Pochi giorni più tardi, l’8 giugno del 1994, il Servizio segreto interno ribadiva: “Secondo informazioni acquisite in via fiduciaria, nel corso di un servizio giornalistico svolto a Bossaso (Somalia) qualche giorno prima della morte, i due cittadini italiani in oggetto (Ilaria Alpi e Miran Hrovatin, ndr) avrebbero raccolto elementi informativi in merito a un trasporto di armi di contrabbando effettuato dalla motonave ’21 ottobre’ della cooperativa italo-somala ‘Somalfish’ per conto della fazione somala Ssdf”. Il duplice omicidio “potrebbe quindi essere stato ordinato dai trafficanti d’armi somali per evitare – rilevava l’intelligence – la divulgazione di notizie inerenti all’attività criminosa svolta nel Corno d’Africa”. “La giornalista – sottolineava la nota del Sisde – avrebbe inoltre, sul posto, raccolto informazioni riguardanti la vicenda del sequestro della nave e della cattiva gestione dei fondi investiti dal governo italiano”.

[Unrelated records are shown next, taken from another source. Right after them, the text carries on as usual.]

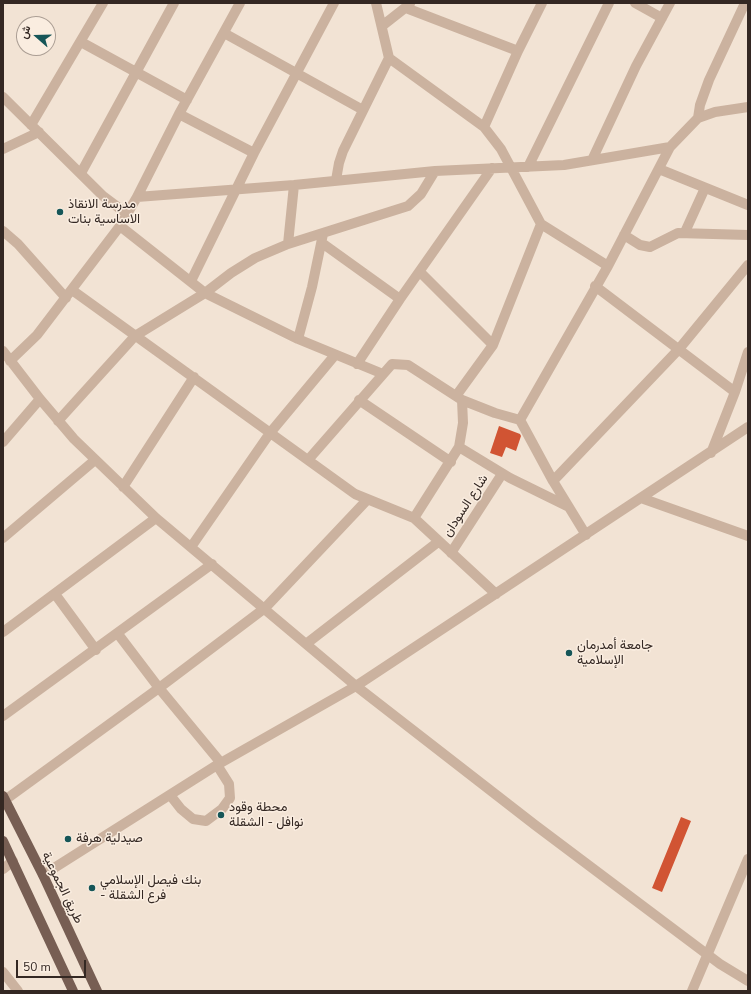 <!DOCTYPE html>
<meta charset="utf-8">
<style>
body{margin:0}
#map{position:relative;width:751px;height:994px;overflow:hidden;background:#f2e3d4;font-family:"Nunito Sans",Vazirmatn,sans-serif}
canvas{display:block}
.frame{position:absolute;inset:0;border:4px solid #342823;pointer-events:none}
.north{position:absolute;left:16px;top:16px;width:40px;height:40px;box-sizing:border-box;background:#faede0;border:1px solid #ab9e94;border-radius:50%;rotate:290deg;font-size:11px;font-weight:700;line-height:16px;text-align:center;color:#342823}
.north::after{content:'';display:block;margin:auto;width:14px;height:18px;background:#165658;clip-path:polygon(50% 0,100% 100%,50% 72%,0 100%)}
.scale{position:absolute;left:16px;top:960px;width:70px;height:18px;box-sizing:border-box;border:2px solid #342823;border-top:0;padding-left:5px;font-size:12px;line-height:14px;white-space:nowrap;color:#342823;-webkit-text-stroke:3px #faede0;paint-order:stroke}
</style>
<div id="map">
<canvas width="751" height="994"></canvas>
<div class="frame"></div>
<div class="north">ش</div>
<div class="scale">50 m</div>
</div>
<script>
const context = document.querySelector('canvas').getContext('2d');
context.lineJoin = 'round';
function paint(path, color) { context.fillStyle = color; context.fill(path, 'evenodd'); }
const poly = rows => new Path2D(rows.map(r => 'M' + r).join(''));
function trace(path, color, width, dash) { context.strokeStyle = color; context.lineWidth = width; context.lineCap = dash ? 'butt' : 'round'; context.setLineDash(dash || []); context.stroke(path); }
function drawText(font, color, halo, rows, align = 'center') {
  context.font = font + ' "Nunito Sans",Vazirmatn,sans-serif'; context.lineWidth = 3; context.setLineDash([]); context.textBaseline = 'middle'; context.strokeStyle = halo; context.fillStyle = color; for (const [text, x, y, turn = 0] of rows) {
    context.save(); context.translate(x, y); context.rotate((+turn || 0) * Math.PI / 180); context.textAlign = isNaN(turn) ? turn : align; if (halo) context.strokeText(text, 0, 0); context.fillText(text, 0, 0); context.restore();
  }
}
paint(poly([
 [499,426,520,434,521,436,516,451,506,447,502,457,490,453],
 [681,817,691,821,662,892,652,888]
]), '#d15433');
trace(poly([
 [376,3,389,58,484,127,501,149,541,224,608,266],
 [635,3,662,18],
 [406,8,518,51],
 [382,26,410,4],
 [224,33,363,110],
 [81,42,187,100],
 [3,97,103,196,127,214],
 [179,114,254,153],
 [698,118,700,105,709,80,745,3],
 [31,125,103,3],
 [484,127,518,51,542,3],
 [3,149,39,132],
 [592,160,636,66,670,3],
 [528,167,609,3],
 [659,169,748,205],
 [81,173,174,3],
 [336,180,339,163,343,151,389,58],
 [137,197,179,114,240,3],
 [120,226,205,293,298,339,383,374],
 [3,231,18,244,66,298],
 [685,232,705,188],
 [624,235,640,245,650,247,678,233,748,235],
 [322,243,400,299],
 [288,244,294,185],
 [420,272,493,345],
 [191,281,254,153,334,3],
 [595,286,735,392],
 [72,290,355,494,414,518,496,594],
 [298,339,312,287,323,234],
 [3,351,40,399,74,439,156,518,356,686,535,825,720,964,748,981],
 [10,361,37,335,120,226,137,197,294,185,435,171,564,165,670,147],
 [357,364,400,299,492,168],
 [456,396,493,345,541,224],
 [359,400,451,462],
 [58,421,135,336,205,293,231,273,255,258,288,244,408,206,421,194,435,171],
 [3,442,40,399],
 [459,447,510,478,569,507],
 [711,453,735,392,748,352],
 [308,460,392,364,408,365,462,400,495,413,520,420],
 [553,481,520,420,608,266,670,147,698,118,715,112,748,107],
 [123,487,194,377],
 [641,498,748,536],
 [414,518,459,447,463,423,462,400],
 [586,535,553,481,679,349,748,265],
 [3,538,95,460],
 [191,547,270,433,335,355],
 [451,553,502,474],
 [55,594,96,650],
 [3,632,156,518],
 [118,634,159,688,221,763],
 [306,644,438,542],
 [3,716,212,564],
 [170,795,181,809,193,819,206,821,222,809,230,798,229,784,217,765],
 [5,800,159,688,265,608,367,500],
 [3,869,13,861],
 [43,875,217,765,356,686,748,427],
 [3,972,18,991],
 [692,991,748,859]
]), '#cbb29f', 10);
trace(poly([
 [3,796,43,875,97,991],
 [3,841,73,991]
]), '#775e53', 10);
for (const [x, y, r, color] of [
 [60,212,4,"#165658"],
 [569,653,4,"#165658"],
 [221,815,4,"#165658"],
 [68,839,4,"#165658"],
 [92,888,4,"#165658"]
]) { const dot = new Path2D(); dot.arc(x, y, r, 0, 2 * Math.PI); context.fillStyle = color; context.fill(dot); trace(dot, '#faede0', 1.5); }
drawText('13px', '#342823', '#faede0', [
 ["مدرسة الانقاذ",68,205],
 ["الاساسية بنات",68,220],
 ["جامعة أمدرمان",577,646],
 ["الإسلامية",577,661],
 ["محطة وقود",229,808],
 ["نوافل - الشقلة",229,823],
 ["صيدلية هرفة",76,839],
 ["بنك فيصل الإسلامي",100,881],
 ["- فرع الشقلة",100,896]
], 'left');
drawText('13px', '#342823', '#faede0', [
 ["شارع السودان",466,506,-57],
 ["طريق الجموعية",62,888,64]
]);
</script>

In una nota del 23 luglio 1994 si parla invece all'attacco armato al contingente Unosom a Mogadiscio nel corso del quale furono ammazati alcuni militari pachistani e sequestrati -e poi rilasciati- quattro ufficiali, tra i quali tre italiani. "Negli ambienti della comunità somala romana -rilevavano i servizi in quella circostanza- non vi è alcun dubbio che l'azione sia stata compiuta da elementi del clan Habarghidir e non da una banda armata qualsiasi".

Nel rapporto c’è grande spazio per la figura del faccendiere Giancarlo Marocchino, legato per via della moglie somala al presidente ad interim Ali Mahdi e primo ad essere intervenuto sul luogo dell’omicidio. Secondo fonti del Sisde, Marocchino avrebbe potuto essere implicato nel delitto, forse come "mandante o mediatore tra mandanti ed esecutori del duplice omicidio". Per quanto il servizio di intelligence estero smentisca un suo ruolo diretto nel caso del duplice omicidio, non ne esclude uno “indiretto”. Cioè “la complicità da parte del capo della sicurezza di Marocchino agli esecutori del duplice omicidio, all'insaputa dello stesso Marocchino”. Sempre secondo il Sismi, il faccendiere sarebbe stato coinvolto nel traffico d'armi, usando per tale obiettivo alcune navi della cooperazione Italia-Somalia, ma lui ha sempre negato ogni accusa e i processi che si sono tenuti non lo hanno riguardato direttamente.